Thursday, November 17, 2016

Schrodinger's cat and getting through law school as a programmer



This is a "wouldn't fit in 140 characters" overflow blogpost from a twitter discussion of software developers learning in law school. I'll attempt to explain just why law school, and thinking about legal "balancing" and "multi factor" tests can be so frustrating when you're trained as a software developer.
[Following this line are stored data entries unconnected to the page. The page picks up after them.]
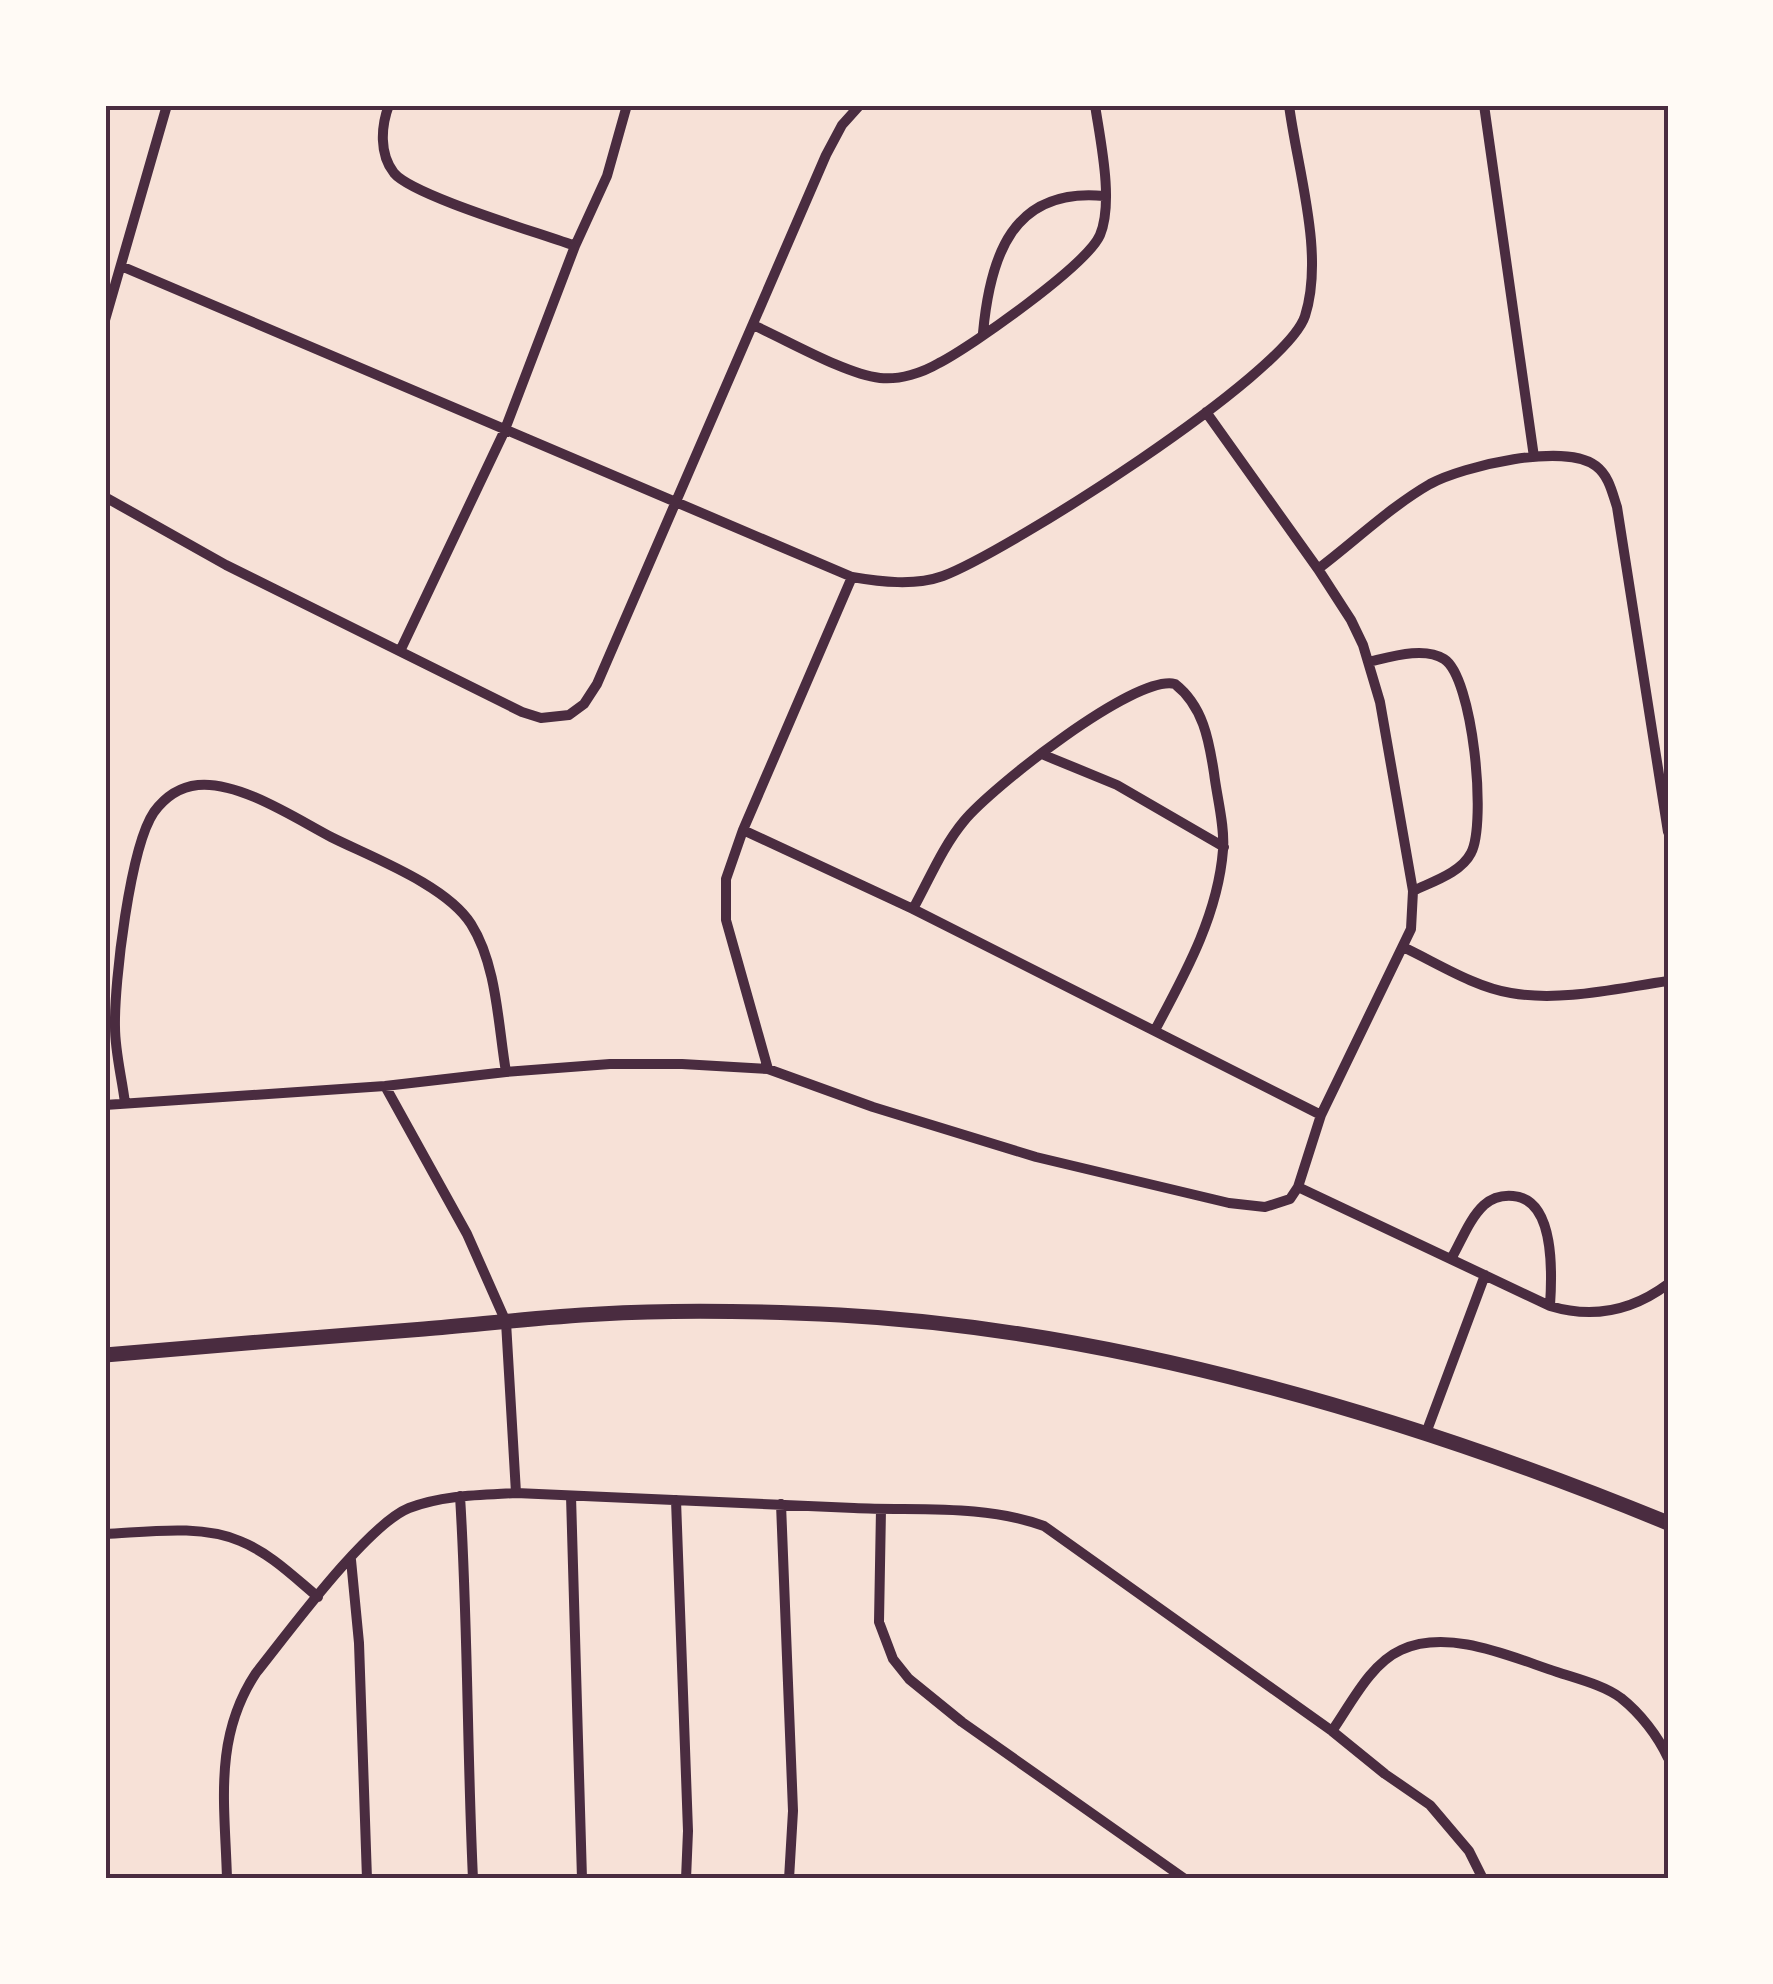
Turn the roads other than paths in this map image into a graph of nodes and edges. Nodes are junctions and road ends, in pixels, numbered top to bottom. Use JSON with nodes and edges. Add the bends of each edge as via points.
{"nodes":[{"id":1,"x":167,"y":105,"type":"edge"},
{"id":2,"x":389,"y":105,"type":"edge"},
{"id":3,"x":627,"y":105,"type":"edge"},
{"id":4,"x":860,"y":105,"type":"edge"},
{"id":5,"x":1095,"y":105,"type":"edge"},
{"id":6,"x":1289,"y":105,"type":"edge"},
{"id":7,"x":1484,"y":105,"type":"edge"},
{"id":8,"x":1104,"y":196,"type":"junction"},
{"id":9,"x":575,"y":246,"type":"junction"},
{"id":10,"x":120,"y":266,"type":"junction"},
{"id":11,"x":105,"y":320,"type":"edge"},
{"id":12,"x":753,"y":325,"type":"junction"},
{"id":13,"x":982,"y":333,"type":"junction"},
{"id":14,"x":1206,"y":412,"type":"junction"},
{"id":15,"x":504,"y":432,"type":"junction"},
{"id":16,"x":1534,"y":457,"type":"junction"},
{"id":17,"x":105,"y":497,"type":"edge"},
{"id":18,"x":675,"y":502,"type":"junction"},
{"id":19,"x":1318,"y":570,"type":"junction"},
{"id":20,"x":852,"y":577,"type":"junction"},
{"id":21,"x":401,"y":649,"type":"junction"},
{"id":22,"x":1368,"y":662,"type":"junction"},
{"id":23,"x":1044,"y":755,"type":"junction"},
{"id":24,"x":743,"y":830,"type":"junction"},
{"id":25,"x":1668,"y":832,"type":"edge"},
{"id":26,"x":1224,"y":847,"type":"junction"},
{"id":27,"x":1413,"y":891,"type":"junction"},
{"id":28,"x":912,"y":909,"type":"junction"},
{"id":29,"x":1403,"y":947,"type":"junction"},
{"id":30,"x":1668,"y":982,"type":"edge"},
{"id":31,"x":1155,"y":1030,"type":"junction"},
{"id":32,"x":768,"y":1069,"type":"junction"},
{"id":33,"x":506,"y":1072,"type":"junction"},
{"id":34,"x":385,"y":1086,"type":"junction"},
{"id":35,"x":125,"y":1103,"type":"junction"},
{"id":36,"x":105,"y":1105,"type":"edge"},
{"id":37,"x":1320,"y":1115,"type":"junction"},
{"id":38,"x":1298,"y":1186,"type":"junction"},
{"id":39,"x":1451,"y":1259,"type":"junction"},
{"id":40,"x":1485,"y":1275,"type":"junction"},
{"id":41,"x":1668,"y":1284,"type":"edge"},
{"id":42,"x":1550,"y":1306,"type":"junction"},
{"id":43,"x":506,"y":1322,"type":"junction"},
{"id":44,"x":105,"y":1355,"type":"edge"},
{"id":45,"x":1426,"y":1433,"type":"junction"},
{"id":46,"x":516,"y":1494,"type":"junction"},
{"id":47,"x":460,"y":1496,"type":"junction"},
{"id":48,"x":571,"y":1496,"type":"junction"},
{"id":49,"x":676,"y":1500,"type":"junction"},
{"id":50,"x":781,"y":1504,"type":"junction"},
{"id":51,"x":881,"y":1509,"type":"junction"},
{"id":52,"x":1668,"y":1523,"type":"edge"},
{"id":53,"x":105,"y":1534,"type":"edge"},
{"id":54,"x":350,"y":1560,"type":"junction"},
{"id":55,"x":318,"y":1597,"type":"junction"},
{"id":56,"x":1332,"y":1731,"type":"junction"},
{"id":57,"x":1668,"y":1758,"type":"edge"},
{"id":58,"x":228,"y":1879,"type":"edge"},
{"id":59,"x":367,"y":1879,"type":"edge"},
{"id":60,"x":473,"y":1879,"type":"edge"},
{"id":61,"x":582,"y":1879,"type":"edge"},
{"id":62,"x":686,"y":1879,"type":"edge"},
{"id":63,"x":788,"y":1879,"type":"edge"},
{"id":64,"x":1185,"y":1879,"type":"edge"},
{"id":65,"x":1483,"y":1879,"type":"edge"}],
"edges":[{"from":1,"to":10,"type":"street"},
{"from":2,"to":9,"type":"street","via":[[382,134],[395,174],[418,190]]},
{"from":3,"to":9,"type":"street","via":[[607,176]]},
{"from":4,"to":12,"type":"street","via":[[826,155]]},
{"from":5,"to":8,"type":"street"},
{"from":6,"to":14,"type":"street","via":[[1312,258],[1304,320],[1286,345]]},
{"from":7,"to":16,"type":"street"},
{"from":8,"to":13,"type":"street","via":[[1100,236],[1088,253]]},
{"from":8,"to":13,"type":"street","via":[[1053,200],[1019,222],[992,274]]},
{"from":9,"to":15,"type":"street"},
{"from":10,"to":11,"type":"street"},
{"from":10,"to":15,"type":"street"},
{"from":12,"to":13,"type":"street","via":[[878,378],[940,364]]},
{"from":12,"to":18,"type":"street"},
{"from":14,"to":19,"type":"street"},
{"from":14,"to":20,"type":"street","via":[[987,557],[938,578]]},
{"from":15,"to":18,"type":"street"},
{"from":15,"to":21,"type":"street"},
{"from":16,"to":19,"type":"street","via":[[1431,484]]},
{"from":16,"to":25,"type":"street","via":[[1580,458],[1604,474],[1611,489]]},
{"from":17,"to":21,"type":"street","via":[[226,565]]},
{"from":18,"to":20,"type":"street"},
{"from":18,"to":21,"type":"street","via":[[597,684],[570,715],[522,712]]},
{"from":19,"to":22,"type":"street","via":[[1351,620]]},
{"from":20,"to":24,"type":"street"},
{"from":22,"to":27,"type":"street"},
{"from":22,"to":27,"type":"street","via":[[1440,656],[1454,666],[1463,688],[1478,796],[1476,838],[1462,864]]},
{"from":23,"to":26,"type":"street","via":[[1117,785]]},
{"from":23,"to":26,"type":"street","via":[[1138,690],[1174,684],[1202,717]]},
{"from":23,"to":28,"type":"street","via":[[989,793],[961,825]]},
{"from":24,"to":28,"type":"street"},
{"from":24,"to":32,"type":"street","via":[[726,879],[726,920]]},
{"from":26,"to":31,"type":"street","via":[[1192,962]]},
{"from":27,"to":29,"type":"street"},
{"from":28,"to":31,"type":"street"},
{"from":29,"to":30,"type":"street","via":[[1509,993]]},
{"from":29,"to":37,"type":"street"},
{"from":31,"to":37,"type":"street"},
{"from":32,"to":33,"type":"street","via":[[610,1064]]},
{"from":32,"to":38,"type":"street","via":[[1036,1156],[1204,1198],[1266,1207],[1290,1199]]},
{"from":33,"to":34,"type":"street"},
{"from":33,"to":35,"type":"street","via":[[485,956],[460,909],[253,798],[195,785],[164,800],[142,842],[116,976]]},
{"from":34,"to":35,"type":"street"},
{"from":34,"to":43,"type":"street","via":[[467,1234]]},
{"from":35,"to":36,"type":"street"},
{"from":37,"to":38,"type":"street"},
{"from":38,"to":39,"type":"street"},
{"from":39,"to":40,"type":"street"},
{"from":39,"to":42,"type":"street","via":[[1486,1202],[1523,1198],[1543,1222],[1549,1244]]},
{"from":40,"to":42,"type":"street"},
{"from":40,"to":45,"type":"street"},
{"from":41,"to":42,"type":"street","via":[[1608,1312]]},
{"from":43,"to":44,"type":"street"},
{"from":43,"to":45,"type":"street","via":[[733,1312],[945,1326],[1190,1368]]},
{"from":43,"to":46,"type":"street"},
{"from":45,"to":52,"type":"street"},
{"from":46,"to":47,"type":"street"},
{"from":46,"to":48,"type":"street"},
{"from":47,"to":54,"type":"street","via":[[405,1510]]},
{"from":47,"to":60,"type":"street"},
{"from":48,"to":49,"type":"street"},
{"from":48,"to":61,"type":"street"},
{"from":49,"to":50,"type":"street"},
{"from":49,"to":62,"type":"street"},
{"from":50,"to":51,"type":"street"},
{"from":50,"to":63,"type":"street","via":[[793,1811]]},
{"from":51,"to":56,"type":"street","via":[[978,1510],[1044,1526]]},
{"from":51,"to":64,"type":"street","via":[[879,1622],[909,1679]]},
{"from":53,"to":55,"type":"street","via":[[239,1540]]},
{"from":54,"to":55,"type":"street"},
{"from":54,"to":59,"type":"street"},
{"from":55,"to":58,"type":"street","via":[[256,1672],[230,1724],[224,1750]]},
{"from":56,"to":57,"type":"street","via":[[1376,1668],[1399,1650],[1444,1643],[1490,1650],[1619,1696]]},
{"from":56,"to":65,"type":"street","via":[[1430,1805]]}]}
Computer science trains developers to expect logical proofs, and compilers give you a definitive immediate feedback of "yes this is at least one kind of correct because it compiles," which is something you can't do in a legal world. But it's more than that. Programming is a step by small step process, where the computer takes you literally. You're probably saying "yes, I know that," but I mean that quite literally, the computer does exactly what you tell it to do. A programming language is a set of tools you can use to construct a solution to a problem that you've broken down into tiny manageable steps. My first time I figured out that there's a logical system to solving problems, where being at state "A" meant you applied one of a known set of possible next steps, and again and it would lead you to a solution, was amazing. It was relaxing and exhilarating  and fun all at the same time to process the problems and to see how the logical next step at each stage would get you to the answer. To realize that divide, conquer, apply next step from this toolchain, and repeat would get you somewhere, and it would be fun to do so, is addictive.

In college computer science classes we learned not just a particular language, but that any programming language was just "syntactic sugar" and any non-NP complete problem could have a solution written if you just attacked the problem the right way. It taught us to, again, break down an issue into discrete steps, apply the tools of the programming language, and end up with a working piece of code. A developer becomes pretty good at trying to fit problems into recognizable boxes that are sort of like previous problems, and applying the same pattern of solution to them.

Debugging also teaches developers to be incredibly detail oriented and literal. The computer does not do what you meant, does not do what you thought you typed in, but only explicitly and completely and totally exactly what you actually typed in. The compiler is going to follow the directions you gave it, and execute those, and the outcome is always the same for that same set of directions.

So our software developer who decides to go to law school realizes that law school isn't like software development. Sure, there is no legal compiler. Gotcha, outcomes vary and these are more heuristics. But this is still a brain that's been trained to fit problems into boxes, to be literal about what rules apply, and to follow logical deduction chains. The law usually says one thing, but hey, not in this case- the mental model I've built of what the law says now has an exception to it. The logic branches under this condition. I update my mental model to account for that exception and move on. But I'm still, even if subconsciously, constructing a big logical flowchart in my head that's going to handle all these curve balls in judicial opinions.

Until it doesn't work anymore. My first breakdown came over two torts cases that, to my mind, came out in logically inconsistent ways. My email to my professor was pretty much trying to expand my rules to handle this inconsistency: "How should we reconcile these?  Is it just that under battery, particulate matter is considered one way and under the other tort it has a different nature?... The engineer in me is having a bit of trouble with particulate matter being a Schrodinger's cat here, both enough for a tort but not enough for a tort."

The thing is, developers are pretty good at tackling incredibly complex problems and writing up solutions, and so the first curve ball isn't really going to stress your worldview that much. You just add an exception to your mental model and handle it. At some point, this mental model gets stretched too far. It won't handle another contradictory result. Multifactor tests that judges apply come out all over the place, briefs claim to be arguing logically and deducing one part of the argument from the previous one but they're making leaps in inferences, and your poor developer brain will just decide the whole thing is insane.

I had a series of mental freakouts one L year. It's not that the tools you learn in programming are useless in legal analysis; they're actually really helpful. Reading an opinion and constructing a mental model of the relevant law, finding the holding and following how that was applied in this instance are helped by the mental toolkit a developer has. Trying to make peace with the logical-but-not-really logical fuzzy mess of legal reasoning and how the common law really works is kind of a process. Pretty sure my subconscious is still building that exception laden tree, working off "fuzzy logic" precepts now.